British journal of pharmacology

Different molecular sites of action for the KATP channel inhibitors, PNU-99963 and PNU-37883A.

PMID 12746230


1. We investigated the mechanism of action of two novel nonsulphonylurea ATP-sensitive potassium channel (K(ATP)) inhibitors, PNU-99963 and PNU-37883A, on four types of cloned K(ATP) channels. 2. Whole-cell currents were recorded in a symmetrical potassium (140 mM) gradient in HEK-293 cells stably expressing Kir6.2/SUR1, Kir6.2/SUR2A, Kir6.2/SUR2B or Kir6.1/SUR2B. 3. PNU-99963 potently inhibited the four K(ATP) channel clones. The concentration at which half-maximum current was inhibited (IC(50)) was 66, 41, 43 and 11 nM for Kir6.2/SUR1, Kir6.2/SUR2A, Kir6.2/SUR2B and Kir6.1/SUR2B, respectively. In contrast, PNU-99963 up to a concentration of 3 microM had no significant effect on current generated in HEK-293 cells by transiently expressing Kir6.2Delta26, a C-terminal truncated pore-forming subunit of Kir6.2. 4. PNU-37883A inhibited four types of K(ATP) channels, but to different extents. Inhibition of the putative smooth muscle K(ATP) channel types, Kir6.2/SUR2B (IC(50); 15 microM) and Kir6.1/SUR2B (IC(50); 6 microM), was significantly greater than inhibition of either the pancreatic beta cell or cardiac K(ATP) channel clones.

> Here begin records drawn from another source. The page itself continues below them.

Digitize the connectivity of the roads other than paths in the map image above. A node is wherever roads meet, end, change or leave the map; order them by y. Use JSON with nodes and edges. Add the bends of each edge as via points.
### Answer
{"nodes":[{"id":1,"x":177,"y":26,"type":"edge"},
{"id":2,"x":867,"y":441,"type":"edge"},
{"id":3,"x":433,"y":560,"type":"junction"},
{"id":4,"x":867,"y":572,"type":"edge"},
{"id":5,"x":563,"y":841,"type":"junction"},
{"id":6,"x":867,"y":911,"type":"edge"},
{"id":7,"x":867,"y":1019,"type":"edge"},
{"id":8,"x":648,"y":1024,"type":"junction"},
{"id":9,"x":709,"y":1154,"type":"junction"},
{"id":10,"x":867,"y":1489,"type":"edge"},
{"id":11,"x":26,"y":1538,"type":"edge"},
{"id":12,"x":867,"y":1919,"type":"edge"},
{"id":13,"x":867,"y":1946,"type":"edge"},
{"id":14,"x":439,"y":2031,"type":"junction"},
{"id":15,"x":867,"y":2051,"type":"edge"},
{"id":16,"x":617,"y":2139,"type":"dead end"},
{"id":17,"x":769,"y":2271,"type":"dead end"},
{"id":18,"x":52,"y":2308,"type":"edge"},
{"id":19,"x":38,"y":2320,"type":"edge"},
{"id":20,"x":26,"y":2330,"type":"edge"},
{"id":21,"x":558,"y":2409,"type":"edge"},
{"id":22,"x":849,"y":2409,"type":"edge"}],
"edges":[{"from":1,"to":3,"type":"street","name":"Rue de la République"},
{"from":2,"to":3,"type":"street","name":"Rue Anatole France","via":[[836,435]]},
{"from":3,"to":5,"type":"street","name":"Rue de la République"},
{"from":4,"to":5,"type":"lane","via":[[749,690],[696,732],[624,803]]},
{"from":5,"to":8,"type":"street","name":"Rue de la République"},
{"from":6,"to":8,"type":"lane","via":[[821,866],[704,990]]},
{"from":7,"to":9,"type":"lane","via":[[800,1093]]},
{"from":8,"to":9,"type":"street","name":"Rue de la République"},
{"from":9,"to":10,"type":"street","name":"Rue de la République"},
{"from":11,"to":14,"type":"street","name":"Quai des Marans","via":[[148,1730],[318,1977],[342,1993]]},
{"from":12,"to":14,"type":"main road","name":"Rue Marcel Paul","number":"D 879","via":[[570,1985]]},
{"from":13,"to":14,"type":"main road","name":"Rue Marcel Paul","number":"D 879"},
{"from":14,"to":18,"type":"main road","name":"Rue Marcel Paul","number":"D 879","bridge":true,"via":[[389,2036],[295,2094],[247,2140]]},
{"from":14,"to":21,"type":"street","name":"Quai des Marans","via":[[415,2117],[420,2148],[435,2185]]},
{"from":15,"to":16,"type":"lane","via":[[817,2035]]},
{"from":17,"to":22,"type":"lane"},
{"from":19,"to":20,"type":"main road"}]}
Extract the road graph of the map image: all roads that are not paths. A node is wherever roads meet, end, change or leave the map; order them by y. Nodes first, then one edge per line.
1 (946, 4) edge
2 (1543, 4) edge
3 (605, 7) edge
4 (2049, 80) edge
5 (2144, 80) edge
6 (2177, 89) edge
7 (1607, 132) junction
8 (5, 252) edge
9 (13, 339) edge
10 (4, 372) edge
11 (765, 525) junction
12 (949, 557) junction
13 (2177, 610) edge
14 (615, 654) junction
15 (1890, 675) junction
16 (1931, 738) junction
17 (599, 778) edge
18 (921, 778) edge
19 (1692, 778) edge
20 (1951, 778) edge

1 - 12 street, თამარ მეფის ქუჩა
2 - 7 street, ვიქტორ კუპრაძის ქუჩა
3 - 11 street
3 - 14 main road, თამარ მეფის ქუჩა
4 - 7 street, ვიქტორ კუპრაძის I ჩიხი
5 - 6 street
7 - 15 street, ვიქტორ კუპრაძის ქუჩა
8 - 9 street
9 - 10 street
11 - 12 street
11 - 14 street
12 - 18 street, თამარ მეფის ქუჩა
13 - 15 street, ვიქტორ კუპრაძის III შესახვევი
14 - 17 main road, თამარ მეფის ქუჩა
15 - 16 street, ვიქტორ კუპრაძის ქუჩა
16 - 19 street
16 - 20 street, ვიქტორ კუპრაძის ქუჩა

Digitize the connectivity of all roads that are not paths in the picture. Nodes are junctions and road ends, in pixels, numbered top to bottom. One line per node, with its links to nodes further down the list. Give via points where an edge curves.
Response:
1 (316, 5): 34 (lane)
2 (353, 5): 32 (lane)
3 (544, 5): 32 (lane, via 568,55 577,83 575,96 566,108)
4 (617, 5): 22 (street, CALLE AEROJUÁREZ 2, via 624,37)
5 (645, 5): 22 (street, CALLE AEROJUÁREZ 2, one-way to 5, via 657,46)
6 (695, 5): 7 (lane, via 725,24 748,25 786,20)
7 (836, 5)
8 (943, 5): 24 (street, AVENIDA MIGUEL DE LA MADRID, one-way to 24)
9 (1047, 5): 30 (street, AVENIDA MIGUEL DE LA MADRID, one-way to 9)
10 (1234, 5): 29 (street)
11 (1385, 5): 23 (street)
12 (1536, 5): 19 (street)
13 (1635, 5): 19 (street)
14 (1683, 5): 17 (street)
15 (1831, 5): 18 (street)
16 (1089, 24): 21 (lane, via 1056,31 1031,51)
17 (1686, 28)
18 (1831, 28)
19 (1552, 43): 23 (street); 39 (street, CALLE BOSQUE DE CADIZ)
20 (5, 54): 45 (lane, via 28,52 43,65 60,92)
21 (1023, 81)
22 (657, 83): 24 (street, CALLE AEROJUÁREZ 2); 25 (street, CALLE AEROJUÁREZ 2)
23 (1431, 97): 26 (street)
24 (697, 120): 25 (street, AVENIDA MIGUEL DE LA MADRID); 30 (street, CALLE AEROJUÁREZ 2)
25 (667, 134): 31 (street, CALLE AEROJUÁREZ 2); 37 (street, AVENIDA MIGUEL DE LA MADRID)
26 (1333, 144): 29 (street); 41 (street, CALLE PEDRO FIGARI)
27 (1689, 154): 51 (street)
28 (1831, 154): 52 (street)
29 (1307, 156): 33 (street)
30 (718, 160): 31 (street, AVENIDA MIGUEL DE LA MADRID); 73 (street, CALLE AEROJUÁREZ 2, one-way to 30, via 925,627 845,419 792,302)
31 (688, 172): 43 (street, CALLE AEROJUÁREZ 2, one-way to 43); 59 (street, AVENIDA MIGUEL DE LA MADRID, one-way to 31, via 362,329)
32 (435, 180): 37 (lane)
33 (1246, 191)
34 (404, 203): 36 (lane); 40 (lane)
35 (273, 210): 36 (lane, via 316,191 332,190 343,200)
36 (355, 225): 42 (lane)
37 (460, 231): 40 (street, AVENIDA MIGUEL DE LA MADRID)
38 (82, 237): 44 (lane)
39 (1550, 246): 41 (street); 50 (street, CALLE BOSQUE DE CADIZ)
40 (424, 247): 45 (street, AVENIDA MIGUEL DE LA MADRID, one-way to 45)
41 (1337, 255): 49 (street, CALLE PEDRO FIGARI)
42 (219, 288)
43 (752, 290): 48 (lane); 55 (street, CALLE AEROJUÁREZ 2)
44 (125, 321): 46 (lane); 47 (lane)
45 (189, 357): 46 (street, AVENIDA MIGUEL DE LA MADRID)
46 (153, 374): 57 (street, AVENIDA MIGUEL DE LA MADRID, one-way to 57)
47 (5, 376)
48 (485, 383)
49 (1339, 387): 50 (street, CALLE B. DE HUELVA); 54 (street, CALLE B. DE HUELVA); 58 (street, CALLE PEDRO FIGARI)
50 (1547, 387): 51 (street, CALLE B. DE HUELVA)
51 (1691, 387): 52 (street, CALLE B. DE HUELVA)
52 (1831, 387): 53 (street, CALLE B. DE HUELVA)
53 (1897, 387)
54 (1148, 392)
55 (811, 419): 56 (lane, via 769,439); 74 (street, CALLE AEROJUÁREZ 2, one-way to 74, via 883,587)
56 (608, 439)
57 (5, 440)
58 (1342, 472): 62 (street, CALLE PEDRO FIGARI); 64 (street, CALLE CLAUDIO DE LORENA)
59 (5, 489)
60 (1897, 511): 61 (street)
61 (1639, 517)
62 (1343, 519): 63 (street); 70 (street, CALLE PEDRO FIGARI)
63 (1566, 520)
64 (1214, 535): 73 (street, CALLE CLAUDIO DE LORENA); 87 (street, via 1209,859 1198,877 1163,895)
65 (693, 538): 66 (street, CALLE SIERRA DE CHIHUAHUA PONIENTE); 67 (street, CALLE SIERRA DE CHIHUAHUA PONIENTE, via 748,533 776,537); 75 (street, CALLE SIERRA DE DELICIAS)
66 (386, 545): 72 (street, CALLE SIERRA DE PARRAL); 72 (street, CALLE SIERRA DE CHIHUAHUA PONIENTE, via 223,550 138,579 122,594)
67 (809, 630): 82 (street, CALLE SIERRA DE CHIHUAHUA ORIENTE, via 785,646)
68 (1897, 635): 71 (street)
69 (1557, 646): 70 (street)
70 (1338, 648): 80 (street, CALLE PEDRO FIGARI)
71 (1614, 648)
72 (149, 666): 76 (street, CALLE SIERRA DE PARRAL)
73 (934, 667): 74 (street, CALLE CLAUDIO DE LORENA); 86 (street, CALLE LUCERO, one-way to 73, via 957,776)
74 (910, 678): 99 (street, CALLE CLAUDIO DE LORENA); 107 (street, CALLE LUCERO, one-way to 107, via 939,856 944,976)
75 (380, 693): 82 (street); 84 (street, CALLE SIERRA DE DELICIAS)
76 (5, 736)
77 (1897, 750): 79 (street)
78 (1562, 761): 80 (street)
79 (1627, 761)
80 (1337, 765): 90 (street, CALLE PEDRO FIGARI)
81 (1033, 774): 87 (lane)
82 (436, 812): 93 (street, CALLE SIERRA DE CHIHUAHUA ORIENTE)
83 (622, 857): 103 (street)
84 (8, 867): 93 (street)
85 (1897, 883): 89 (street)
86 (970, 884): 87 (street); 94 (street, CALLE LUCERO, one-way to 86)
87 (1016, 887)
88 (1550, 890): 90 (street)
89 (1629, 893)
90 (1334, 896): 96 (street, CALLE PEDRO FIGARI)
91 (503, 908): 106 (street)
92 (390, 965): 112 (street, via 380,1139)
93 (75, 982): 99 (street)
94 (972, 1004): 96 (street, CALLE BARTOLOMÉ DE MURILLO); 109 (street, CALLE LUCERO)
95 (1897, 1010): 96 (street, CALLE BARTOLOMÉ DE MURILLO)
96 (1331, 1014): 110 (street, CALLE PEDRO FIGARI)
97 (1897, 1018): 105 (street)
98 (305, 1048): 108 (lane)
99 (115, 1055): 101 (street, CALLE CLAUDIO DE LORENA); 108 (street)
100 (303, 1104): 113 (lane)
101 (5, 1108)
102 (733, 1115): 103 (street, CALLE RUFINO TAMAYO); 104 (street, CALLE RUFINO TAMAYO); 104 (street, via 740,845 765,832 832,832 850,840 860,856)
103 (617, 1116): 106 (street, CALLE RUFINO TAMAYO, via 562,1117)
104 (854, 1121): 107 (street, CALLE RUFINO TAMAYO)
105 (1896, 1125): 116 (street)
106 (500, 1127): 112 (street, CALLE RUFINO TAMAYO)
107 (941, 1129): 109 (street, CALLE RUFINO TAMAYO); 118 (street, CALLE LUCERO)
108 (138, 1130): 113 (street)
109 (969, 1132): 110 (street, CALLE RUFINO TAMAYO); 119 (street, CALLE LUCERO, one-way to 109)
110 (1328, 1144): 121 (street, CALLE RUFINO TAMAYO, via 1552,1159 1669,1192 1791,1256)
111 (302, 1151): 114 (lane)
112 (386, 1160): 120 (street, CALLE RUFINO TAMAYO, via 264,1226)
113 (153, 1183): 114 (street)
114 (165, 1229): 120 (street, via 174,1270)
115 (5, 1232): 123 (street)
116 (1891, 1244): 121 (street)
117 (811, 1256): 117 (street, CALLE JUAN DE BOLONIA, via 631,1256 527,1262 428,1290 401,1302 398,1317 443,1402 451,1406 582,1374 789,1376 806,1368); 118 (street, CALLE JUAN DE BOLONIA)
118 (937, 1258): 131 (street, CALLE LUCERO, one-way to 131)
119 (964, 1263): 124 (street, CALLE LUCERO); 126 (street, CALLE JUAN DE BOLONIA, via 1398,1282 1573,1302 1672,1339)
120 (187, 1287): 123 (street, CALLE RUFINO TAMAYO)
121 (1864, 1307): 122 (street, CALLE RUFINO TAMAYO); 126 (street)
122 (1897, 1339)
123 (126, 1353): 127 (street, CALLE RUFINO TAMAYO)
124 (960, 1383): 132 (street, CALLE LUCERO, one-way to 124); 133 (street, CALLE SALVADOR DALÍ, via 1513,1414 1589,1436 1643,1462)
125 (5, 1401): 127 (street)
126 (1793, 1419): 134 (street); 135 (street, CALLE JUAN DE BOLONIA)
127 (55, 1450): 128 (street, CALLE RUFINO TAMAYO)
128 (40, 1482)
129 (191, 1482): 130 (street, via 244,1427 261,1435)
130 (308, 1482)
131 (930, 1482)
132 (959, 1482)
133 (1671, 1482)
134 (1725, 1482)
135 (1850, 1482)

Moreover, PNU-37883A significantly inhibited currents generated by expressing Kir6.2Delta26 alone, with an IC(50) of 5 microM, which was significantly increased to 38 microM when Kir6.2Delta26 was expressed with SUR2B. 5. In conclusion, two structurally different nonsulphonylurea compounds, PNU-99963 and PNU-37883A, inhibit K(ATP) channels via different mechanisms, namely through the sulphonylurea receptor (SUR) and the pore-forming subunits, respectively, although SUR2B reduced the inhibitory effect of PNU-37883A. While PNU-99963 potently inhibits all the four cloned K(ATP) channels, PNU-37883A has a degree of selectivity towards both smooth muscle K(ATP) channels, but could not discriminate between them.